Fouts' career numbers for the Tide are nothing short of staggering. She posted a career record of 100 wins against 32 losses and threw in 14 saves she earned in relief for good measure. She tossed 35 shutouts- and five no-hitters. She threw 852.1 innings and struck out 1,178 opposing batters.

She amassed a list of accolades and awards miles long, including 2021 NFCA Pitcher of the Year and SEC Co-Pitcher of the Year, as well as becoming a four-time first team All-SEC selection.

Already a celebrity with a massive following on social media and everywhere she goes, Fouts finished her career in a heroic fashion that only grew her legend despite the narrow defeat in her final appearance. She suffered a hyperextended left knee in the SEC Tournament that threw her availability for the NCAA Tournament into question, and yet she returned to pitch in all three of Bama's Super Regional games vs. Northwestern, earning two wins in relief after suffering a loss as a starter in Game One of the best-of-three series.

"She has just been, number one, like she said, she just loves the game. She does. She absolutely loves all of it," Murphy said. "I've read this thing about giving all the feelings -- give me anger, upset, happy, sad, all the feelings.

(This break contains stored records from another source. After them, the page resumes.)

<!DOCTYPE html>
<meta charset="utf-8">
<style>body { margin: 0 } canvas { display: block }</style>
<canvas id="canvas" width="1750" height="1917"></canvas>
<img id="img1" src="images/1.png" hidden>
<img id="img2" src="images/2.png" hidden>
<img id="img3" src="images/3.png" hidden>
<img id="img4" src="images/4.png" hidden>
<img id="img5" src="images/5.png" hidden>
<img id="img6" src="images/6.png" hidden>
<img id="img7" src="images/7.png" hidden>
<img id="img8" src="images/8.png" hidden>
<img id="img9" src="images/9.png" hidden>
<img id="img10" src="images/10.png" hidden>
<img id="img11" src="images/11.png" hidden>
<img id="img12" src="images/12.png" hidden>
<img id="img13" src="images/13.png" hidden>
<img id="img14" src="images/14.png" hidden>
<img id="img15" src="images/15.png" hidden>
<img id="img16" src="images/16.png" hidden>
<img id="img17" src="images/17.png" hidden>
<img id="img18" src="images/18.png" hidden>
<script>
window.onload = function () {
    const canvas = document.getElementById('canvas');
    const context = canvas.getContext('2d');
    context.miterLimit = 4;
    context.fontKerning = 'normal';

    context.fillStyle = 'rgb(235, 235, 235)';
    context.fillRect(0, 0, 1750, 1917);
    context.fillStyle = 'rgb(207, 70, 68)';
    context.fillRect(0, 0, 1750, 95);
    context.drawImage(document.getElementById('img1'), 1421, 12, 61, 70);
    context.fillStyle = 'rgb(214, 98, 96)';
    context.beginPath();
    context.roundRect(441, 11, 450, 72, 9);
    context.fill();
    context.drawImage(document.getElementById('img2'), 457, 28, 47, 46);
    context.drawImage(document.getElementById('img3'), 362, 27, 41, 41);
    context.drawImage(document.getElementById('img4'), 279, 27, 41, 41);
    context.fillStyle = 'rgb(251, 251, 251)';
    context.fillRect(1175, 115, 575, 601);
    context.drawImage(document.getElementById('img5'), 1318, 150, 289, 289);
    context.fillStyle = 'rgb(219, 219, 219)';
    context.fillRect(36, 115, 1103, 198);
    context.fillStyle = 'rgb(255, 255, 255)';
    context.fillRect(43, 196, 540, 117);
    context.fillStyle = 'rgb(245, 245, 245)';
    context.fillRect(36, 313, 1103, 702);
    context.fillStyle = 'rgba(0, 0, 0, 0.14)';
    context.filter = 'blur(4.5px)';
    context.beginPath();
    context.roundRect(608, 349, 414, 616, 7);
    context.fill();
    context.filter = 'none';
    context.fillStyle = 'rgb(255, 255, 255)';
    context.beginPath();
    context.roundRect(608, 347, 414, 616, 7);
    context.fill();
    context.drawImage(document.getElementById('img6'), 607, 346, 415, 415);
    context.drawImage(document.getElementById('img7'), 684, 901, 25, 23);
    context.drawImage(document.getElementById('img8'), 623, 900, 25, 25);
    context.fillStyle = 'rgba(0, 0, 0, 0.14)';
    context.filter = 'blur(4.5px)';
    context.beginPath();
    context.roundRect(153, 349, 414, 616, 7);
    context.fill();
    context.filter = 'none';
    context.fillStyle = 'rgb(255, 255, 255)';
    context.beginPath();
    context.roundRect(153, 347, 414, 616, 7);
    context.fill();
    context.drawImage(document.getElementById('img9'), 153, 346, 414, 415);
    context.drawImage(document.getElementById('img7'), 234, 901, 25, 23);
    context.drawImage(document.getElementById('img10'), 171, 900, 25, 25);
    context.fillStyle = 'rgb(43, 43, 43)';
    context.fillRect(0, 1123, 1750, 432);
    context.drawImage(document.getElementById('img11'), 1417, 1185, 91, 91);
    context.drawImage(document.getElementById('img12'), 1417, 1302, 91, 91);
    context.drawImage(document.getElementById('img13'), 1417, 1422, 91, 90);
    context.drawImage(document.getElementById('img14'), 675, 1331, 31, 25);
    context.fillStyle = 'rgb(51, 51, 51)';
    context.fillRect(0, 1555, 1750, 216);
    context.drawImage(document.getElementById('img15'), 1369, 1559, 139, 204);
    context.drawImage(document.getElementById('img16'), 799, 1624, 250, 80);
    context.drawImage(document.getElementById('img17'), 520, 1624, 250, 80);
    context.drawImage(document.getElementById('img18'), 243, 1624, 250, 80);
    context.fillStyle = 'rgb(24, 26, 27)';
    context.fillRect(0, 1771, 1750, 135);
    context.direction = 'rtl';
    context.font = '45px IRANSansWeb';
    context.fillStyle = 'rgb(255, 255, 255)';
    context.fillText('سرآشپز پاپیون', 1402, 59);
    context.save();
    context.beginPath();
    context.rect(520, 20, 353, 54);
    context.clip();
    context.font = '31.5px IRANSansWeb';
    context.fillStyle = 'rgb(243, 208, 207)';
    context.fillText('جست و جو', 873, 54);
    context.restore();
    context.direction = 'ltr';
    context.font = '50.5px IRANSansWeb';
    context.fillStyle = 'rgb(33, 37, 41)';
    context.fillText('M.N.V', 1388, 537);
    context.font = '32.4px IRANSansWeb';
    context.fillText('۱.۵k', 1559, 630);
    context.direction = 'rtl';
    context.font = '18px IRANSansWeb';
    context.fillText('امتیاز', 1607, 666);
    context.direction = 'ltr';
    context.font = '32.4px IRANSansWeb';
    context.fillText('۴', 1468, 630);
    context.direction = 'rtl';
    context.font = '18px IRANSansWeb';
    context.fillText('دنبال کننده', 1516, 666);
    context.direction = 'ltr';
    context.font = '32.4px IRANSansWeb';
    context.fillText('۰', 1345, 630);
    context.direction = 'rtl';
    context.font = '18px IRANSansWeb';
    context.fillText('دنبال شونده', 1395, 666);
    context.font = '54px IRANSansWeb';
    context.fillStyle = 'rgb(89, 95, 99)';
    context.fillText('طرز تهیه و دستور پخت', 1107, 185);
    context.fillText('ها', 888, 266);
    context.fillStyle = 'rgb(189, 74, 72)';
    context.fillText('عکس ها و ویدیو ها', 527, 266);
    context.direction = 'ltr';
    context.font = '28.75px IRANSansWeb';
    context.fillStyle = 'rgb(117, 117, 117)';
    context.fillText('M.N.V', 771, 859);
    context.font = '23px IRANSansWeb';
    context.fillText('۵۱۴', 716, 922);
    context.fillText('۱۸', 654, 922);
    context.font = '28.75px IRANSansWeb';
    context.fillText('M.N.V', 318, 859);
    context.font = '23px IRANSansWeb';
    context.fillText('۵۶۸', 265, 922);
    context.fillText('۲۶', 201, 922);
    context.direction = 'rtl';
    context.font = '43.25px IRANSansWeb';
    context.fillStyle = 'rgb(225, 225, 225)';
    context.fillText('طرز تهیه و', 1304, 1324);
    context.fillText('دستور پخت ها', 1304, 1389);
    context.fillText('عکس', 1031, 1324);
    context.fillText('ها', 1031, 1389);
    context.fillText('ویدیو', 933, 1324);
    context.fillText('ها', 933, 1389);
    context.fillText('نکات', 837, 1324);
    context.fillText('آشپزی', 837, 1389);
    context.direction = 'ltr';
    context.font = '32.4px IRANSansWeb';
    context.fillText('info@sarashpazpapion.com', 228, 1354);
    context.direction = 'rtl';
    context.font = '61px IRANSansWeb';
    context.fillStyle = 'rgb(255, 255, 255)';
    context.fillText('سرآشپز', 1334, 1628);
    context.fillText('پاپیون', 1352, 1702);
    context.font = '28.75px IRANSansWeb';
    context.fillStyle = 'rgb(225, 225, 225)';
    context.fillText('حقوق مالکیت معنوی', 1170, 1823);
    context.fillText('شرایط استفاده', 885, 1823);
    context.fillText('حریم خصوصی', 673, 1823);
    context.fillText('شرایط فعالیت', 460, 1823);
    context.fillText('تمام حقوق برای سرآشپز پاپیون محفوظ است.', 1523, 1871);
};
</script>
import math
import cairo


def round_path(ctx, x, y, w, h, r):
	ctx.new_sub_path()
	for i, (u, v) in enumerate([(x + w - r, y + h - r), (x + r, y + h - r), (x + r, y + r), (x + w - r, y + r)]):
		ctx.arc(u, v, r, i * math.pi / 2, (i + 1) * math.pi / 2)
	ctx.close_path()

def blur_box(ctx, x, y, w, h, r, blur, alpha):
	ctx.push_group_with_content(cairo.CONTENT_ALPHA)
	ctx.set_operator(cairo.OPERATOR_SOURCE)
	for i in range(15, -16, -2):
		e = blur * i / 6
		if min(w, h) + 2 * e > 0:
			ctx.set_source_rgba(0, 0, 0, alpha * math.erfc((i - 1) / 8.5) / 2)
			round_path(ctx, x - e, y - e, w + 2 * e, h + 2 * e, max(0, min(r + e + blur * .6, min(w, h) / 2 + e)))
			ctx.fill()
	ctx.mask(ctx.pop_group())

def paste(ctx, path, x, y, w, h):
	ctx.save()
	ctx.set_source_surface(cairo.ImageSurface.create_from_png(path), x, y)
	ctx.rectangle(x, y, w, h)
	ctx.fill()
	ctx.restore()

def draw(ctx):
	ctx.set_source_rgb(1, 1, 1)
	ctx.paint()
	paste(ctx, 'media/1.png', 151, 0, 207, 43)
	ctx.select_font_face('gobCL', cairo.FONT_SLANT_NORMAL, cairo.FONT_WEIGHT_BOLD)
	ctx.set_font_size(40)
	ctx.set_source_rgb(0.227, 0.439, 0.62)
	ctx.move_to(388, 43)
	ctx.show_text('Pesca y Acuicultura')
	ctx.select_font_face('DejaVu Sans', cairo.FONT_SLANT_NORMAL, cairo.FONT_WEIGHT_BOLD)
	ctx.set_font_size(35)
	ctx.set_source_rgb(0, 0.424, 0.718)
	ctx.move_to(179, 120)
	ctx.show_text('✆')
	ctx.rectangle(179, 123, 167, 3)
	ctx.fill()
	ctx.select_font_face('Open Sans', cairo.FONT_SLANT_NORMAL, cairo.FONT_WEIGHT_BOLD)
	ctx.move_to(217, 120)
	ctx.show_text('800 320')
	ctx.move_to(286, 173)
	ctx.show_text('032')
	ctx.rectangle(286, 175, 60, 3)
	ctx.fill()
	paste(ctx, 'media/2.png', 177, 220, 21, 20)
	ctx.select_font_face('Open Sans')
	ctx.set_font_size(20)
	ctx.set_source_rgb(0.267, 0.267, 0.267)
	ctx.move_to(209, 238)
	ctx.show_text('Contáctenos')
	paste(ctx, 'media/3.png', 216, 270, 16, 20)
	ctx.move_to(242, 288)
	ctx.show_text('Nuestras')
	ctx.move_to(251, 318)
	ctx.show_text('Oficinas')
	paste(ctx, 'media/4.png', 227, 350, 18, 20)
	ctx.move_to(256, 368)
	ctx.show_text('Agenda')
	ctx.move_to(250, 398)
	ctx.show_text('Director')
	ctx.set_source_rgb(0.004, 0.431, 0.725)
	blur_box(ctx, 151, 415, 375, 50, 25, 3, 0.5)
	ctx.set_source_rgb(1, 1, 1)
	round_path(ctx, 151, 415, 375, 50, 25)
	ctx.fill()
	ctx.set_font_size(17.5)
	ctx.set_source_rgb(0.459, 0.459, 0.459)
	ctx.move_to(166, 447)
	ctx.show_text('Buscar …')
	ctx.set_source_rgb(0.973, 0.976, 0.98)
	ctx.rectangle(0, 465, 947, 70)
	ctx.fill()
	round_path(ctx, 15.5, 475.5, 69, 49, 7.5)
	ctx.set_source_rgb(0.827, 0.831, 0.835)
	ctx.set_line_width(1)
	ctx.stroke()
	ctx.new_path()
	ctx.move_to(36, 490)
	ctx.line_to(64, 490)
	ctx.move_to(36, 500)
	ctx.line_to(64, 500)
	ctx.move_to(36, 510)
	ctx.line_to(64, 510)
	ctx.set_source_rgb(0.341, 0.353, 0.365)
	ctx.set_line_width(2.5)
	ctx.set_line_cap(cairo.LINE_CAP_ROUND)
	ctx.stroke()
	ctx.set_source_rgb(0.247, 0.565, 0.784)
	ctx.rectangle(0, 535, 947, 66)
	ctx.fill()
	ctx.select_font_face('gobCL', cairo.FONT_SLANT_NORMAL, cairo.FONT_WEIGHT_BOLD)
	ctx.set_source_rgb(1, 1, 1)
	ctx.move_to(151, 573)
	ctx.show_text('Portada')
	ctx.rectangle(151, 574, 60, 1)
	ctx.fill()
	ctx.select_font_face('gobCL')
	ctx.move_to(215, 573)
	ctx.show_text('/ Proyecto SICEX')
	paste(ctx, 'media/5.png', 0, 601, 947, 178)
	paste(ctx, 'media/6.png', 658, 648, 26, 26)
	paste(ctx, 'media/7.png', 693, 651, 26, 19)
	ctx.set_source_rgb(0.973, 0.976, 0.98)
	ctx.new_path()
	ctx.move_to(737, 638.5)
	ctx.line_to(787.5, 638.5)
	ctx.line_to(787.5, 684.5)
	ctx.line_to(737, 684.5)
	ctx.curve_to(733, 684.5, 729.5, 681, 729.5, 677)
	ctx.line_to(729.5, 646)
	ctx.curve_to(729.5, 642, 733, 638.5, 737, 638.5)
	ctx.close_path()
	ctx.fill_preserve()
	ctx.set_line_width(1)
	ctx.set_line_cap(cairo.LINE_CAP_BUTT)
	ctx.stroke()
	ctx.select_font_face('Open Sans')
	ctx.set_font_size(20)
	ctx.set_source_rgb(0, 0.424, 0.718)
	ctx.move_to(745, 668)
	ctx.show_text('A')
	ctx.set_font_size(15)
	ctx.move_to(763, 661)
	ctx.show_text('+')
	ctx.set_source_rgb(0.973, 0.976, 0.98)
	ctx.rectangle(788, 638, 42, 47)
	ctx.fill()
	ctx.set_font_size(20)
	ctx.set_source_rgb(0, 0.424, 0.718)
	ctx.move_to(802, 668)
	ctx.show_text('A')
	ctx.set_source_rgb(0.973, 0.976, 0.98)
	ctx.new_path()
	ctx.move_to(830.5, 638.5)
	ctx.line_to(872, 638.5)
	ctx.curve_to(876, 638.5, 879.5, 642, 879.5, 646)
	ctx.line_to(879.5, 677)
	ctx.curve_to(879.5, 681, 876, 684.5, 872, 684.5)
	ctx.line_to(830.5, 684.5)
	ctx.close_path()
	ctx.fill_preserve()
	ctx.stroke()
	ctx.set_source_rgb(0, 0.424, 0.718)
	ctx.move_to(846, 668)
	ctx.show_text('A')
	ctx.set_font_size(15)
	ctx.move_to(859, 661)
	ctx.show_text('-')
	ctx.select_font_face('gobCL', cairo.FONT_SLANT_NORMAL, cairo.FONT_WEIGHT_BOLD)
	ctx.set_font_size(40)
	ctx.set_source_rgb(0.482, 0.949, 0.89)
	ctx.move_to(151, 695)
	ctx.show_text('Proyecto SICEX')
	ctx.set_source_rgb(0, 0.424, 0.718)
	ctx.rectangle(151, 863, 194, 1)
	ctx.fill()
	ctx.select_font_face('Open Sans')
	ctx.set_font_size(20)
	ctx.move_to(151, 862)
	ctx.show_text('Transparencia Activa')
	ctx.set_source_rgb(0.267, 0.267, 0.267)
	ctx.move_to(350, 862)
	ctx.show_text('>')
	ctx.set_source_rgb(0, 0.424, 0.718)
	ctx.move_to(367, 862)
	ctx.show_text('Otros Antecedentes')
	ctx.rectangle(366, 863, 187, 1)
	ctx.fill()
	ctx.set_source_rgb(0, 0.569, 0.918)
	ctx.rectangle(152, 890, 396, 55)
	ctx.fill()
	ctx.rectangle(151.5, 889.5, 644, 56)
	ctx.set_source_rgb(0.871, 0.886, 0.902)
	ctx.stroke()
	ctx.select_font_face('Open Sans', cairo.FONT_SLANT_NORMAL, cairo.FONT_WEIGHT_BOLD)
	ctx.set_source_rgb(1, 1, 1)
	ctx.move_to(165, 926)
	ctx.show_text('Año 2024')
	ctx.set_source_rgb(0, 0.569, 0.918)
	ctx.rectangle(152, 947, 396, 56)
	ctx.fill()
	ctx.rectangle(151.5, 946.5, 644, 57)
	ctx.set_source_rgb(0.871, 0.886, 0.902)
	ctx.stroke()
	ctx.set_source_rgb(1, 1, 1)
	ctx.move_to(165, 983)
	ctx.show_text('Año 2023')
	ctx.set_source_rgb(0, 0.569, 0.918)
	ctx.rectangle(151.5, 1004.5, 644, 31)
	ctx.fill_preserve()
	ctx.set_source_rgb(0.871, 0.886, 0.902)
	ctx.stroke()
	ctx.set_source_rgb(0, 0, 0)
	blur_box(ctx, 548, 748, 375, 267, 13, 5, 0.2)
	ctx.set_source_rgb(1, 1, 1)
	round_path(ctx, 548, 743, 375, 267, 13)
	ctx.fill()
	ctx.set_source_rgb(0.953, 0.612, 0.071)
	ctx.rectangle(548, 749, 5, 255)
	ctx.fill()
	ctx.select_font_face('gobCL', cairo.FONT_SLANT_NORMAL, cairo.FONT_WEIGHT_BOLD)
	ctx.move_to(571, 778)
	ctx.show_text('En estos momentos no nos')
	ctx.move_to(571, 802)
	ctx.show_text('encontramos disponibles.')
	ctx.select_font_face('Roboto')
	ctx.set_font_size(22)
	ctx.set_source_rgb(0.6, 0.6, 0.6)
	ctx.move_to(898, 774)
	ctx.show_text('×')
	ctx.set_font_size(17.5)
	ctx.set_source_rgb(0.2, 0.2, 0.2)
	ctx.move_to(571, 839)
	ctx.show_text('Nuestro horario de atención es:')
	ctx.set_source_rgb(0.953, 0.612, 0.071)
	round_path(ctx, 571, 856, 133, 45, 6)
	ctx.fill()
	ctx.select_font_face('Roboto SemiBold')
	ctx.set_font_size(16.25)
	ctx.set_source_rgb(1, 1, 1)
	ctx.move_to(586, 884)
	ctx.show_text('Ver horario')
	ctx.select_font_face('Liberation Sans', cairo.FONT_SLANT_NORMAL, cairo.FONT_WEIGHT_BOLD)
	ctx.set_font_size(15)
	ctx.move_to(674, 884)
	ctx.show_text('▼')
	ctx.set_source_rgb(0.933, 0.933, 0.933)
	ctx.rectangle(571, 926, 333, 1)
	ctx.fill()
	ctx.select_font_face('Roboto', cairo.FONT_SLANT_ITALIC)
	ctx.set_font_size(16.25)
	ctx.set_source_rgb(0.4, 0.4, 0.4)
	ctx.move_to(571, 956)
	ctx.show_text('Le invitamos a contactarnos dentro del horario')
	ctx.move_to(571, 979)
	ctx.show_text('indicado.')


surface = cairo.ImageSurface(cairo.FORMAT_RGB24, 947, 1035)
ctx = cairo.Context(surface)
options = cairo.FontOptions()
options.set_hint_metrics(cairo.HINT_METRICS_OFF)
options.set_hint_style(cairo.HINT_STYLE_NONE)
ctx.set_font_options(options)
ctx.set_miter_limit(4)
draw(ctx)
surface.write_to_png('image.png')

That's what she wants in softball. Give her the heartache. Give her the triumph. She's been like that from Day One. She has the most competitive spirit I've seen in a pitcher that wears the 'A.' I mean, she's come through time and time again."

Murphy credited not just Fouts, but all of his seniors for helping Alabama forge a memorable season. Part of that came about because Fouts not only was an outstanding pitcher, but a rare and compelling leader for the entire team.

"I am going to miss all of our seniors tremendously," Murphy said. "I always say you must have the bigger picture in mind in athletics because there's only one team, one team of 307 that gets to raise the trophy. What do the other 306 hold their hats on? There has to be something else, right? It's the love for their teammates, the love for their coaches, the love for their staff, the love for the game.

"You're playing for something so much bigger than yourself when you play for Alabama. They're now going to be friends for life of mine, whether they like it or not. Any time, anyplace you need me, they can call me."

He said simply reaching the WCWS was an honor and a manifestation of a goal the team established prior to the season.

"It's getting harder and harder to coach like kind of the way I want to. This team allowed me to do it again," Murphy said. "I told them at the beginning of the year, 'We're going to take the seniors on a magic carpet ride and everybody is going to do it for 'em. We're going to end up here (at the WCWS). It's a magic carpet ride for the senior class.' 

"But they gave me the magic carpet ride this year. Because they bought in. They paid attention to the little things, to the details. They were great teammates. They were coachable. They showed grit. I mean, you just don't get that very often nowadays. You don't get role models, you know? Role models for other kids. They are. That's what's so cool about it."

As for Fouts, Murphy added: "She can talk to an 80-year-old as easily as an eight-year-old. Not many kids can do that. Not many teenagers, not many college kids, not many adults can do that. She can. She makes everybody feel special. She takes her time with everybody."

Fouts said that while the wins were nice, it has been the relationships she established with coaches, teammates and fans over the last five years that she will cherish the most.

"These people are my everything. They really are," said Fouts, holding back tears. "I couldn't have asked for a better place to spend my dream. This has always been my dream.

"I will have people for the rest of my life. ... I don't know if I'll ever have the words for what this place, Murph, and the coaches, and these teammates mean to me."

Nonetheless, as the curtain fell on Alabama's season and her own collegiate career, she did find the words.

"I feel like faith is us. We have that. We are who we are because we have that. I've been blessed beyond measures, not just opportunities or wins or anything like that," Fouts said. "I've been blessed with the people. I have faith because these people make me have faith. They show me that there is a bigger picture and there are things outside of life than softball. I'll never stop having faith and trust.

"... We are a lot of things. I feel like we're goofy, very faithful. We are resilient. We all have grit. But to me this team is love. That's what I'm going to remember the most. That's what we're going to have 50 years from now."